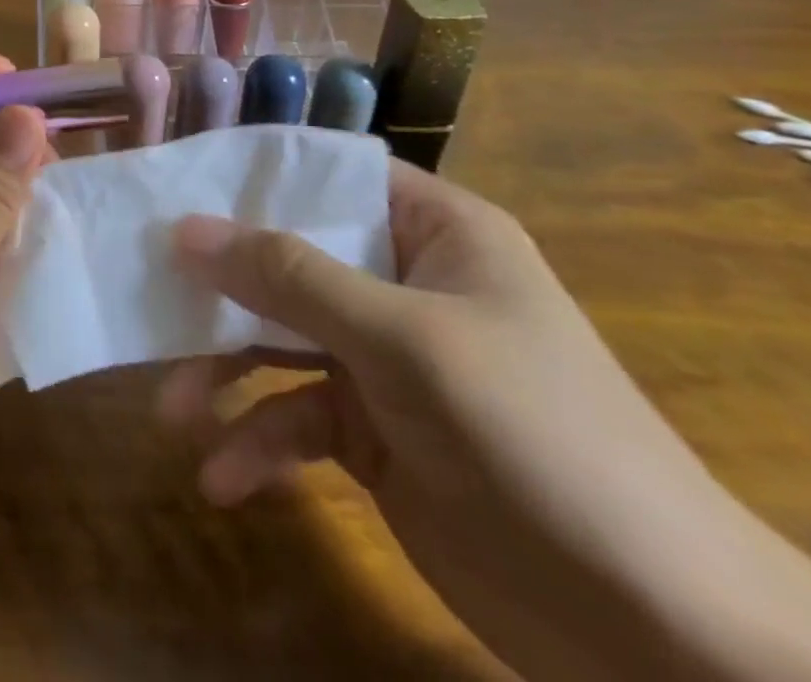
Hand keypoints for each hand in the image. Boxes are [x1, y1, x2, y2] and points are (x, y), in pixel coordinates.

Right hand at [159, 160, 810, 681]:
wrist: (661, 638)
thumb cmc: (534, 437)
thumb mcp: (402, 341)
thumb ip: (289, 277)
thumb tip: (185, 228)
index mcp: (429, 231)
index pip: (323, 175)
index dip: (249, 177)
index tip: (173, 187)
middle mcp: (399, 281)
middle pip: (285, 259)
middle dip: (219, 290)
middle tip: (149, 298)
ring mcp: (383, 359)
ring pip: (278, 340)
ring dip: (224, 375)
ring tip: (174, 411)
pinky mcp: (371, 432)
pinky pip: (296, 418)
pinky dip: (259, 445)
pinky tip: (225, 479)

★ ★ ★ ★ ★ ★ ★

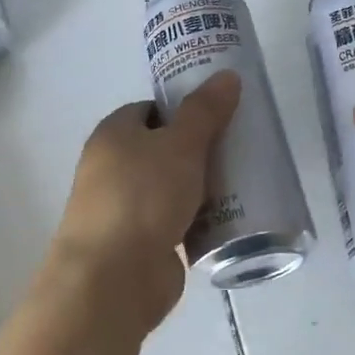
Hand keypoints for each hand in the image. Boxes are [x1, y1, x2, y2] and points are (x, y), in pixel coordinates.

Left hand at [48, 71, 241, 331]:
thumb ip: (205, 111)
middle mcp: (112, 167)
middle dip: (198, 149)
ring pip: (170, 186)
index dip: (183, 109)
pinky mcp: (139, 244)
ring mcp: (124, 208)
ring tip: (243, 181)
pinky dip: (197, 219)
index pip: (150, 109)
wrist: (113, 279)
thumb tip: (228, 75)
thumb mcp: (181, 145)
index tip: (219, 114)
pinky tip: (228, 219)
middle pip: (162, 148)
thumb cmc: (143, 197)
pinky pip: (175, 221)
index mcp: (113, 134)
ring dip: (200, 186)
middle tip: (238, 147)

★ ★ ★ ★ ★ ★ ★

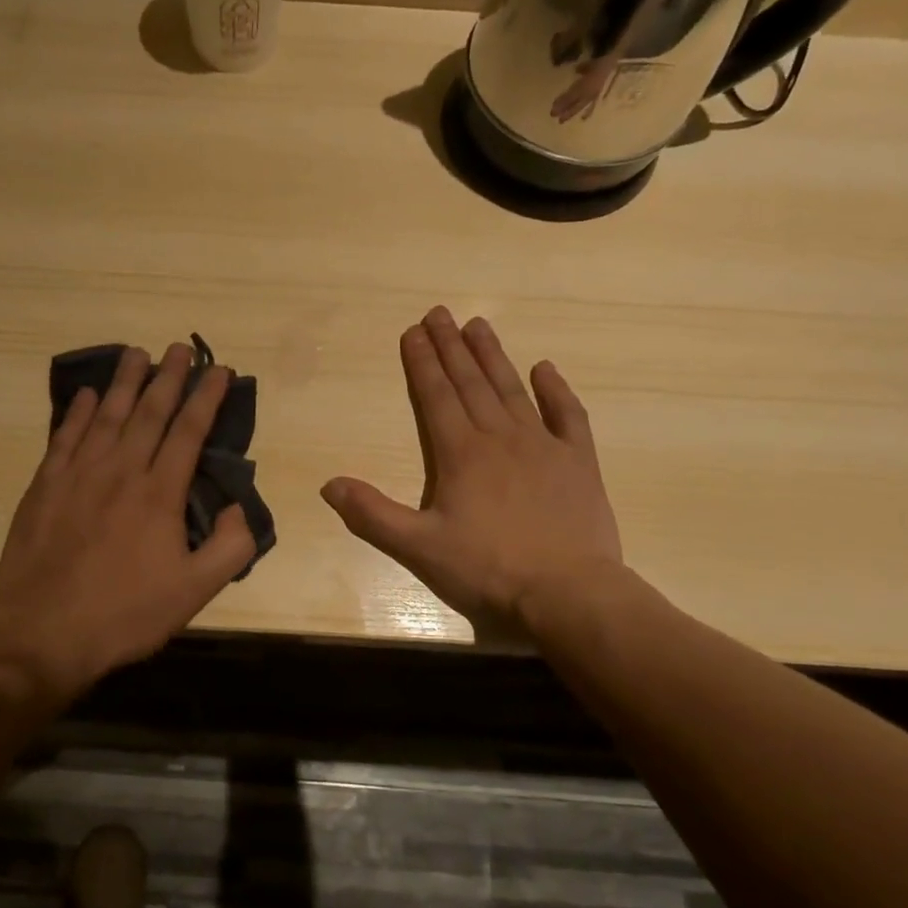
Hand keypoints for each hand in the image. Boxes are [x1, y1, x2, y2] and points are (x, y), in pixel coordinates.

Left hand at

★ ★ ★ ★ ★ ★ ★

* [WORK TASK] Within the entries, find all lines holding "index" and copy each one.

* [ANSWER SECTION]
index mcp: (429, 231)
index pip: (323, 175)
index dip: (249, 177)
index tip: (173, 187)
index dip: (183, 109)
index pip: (150, 109)
index tip: (219, 114)
index mcp: (113, 134)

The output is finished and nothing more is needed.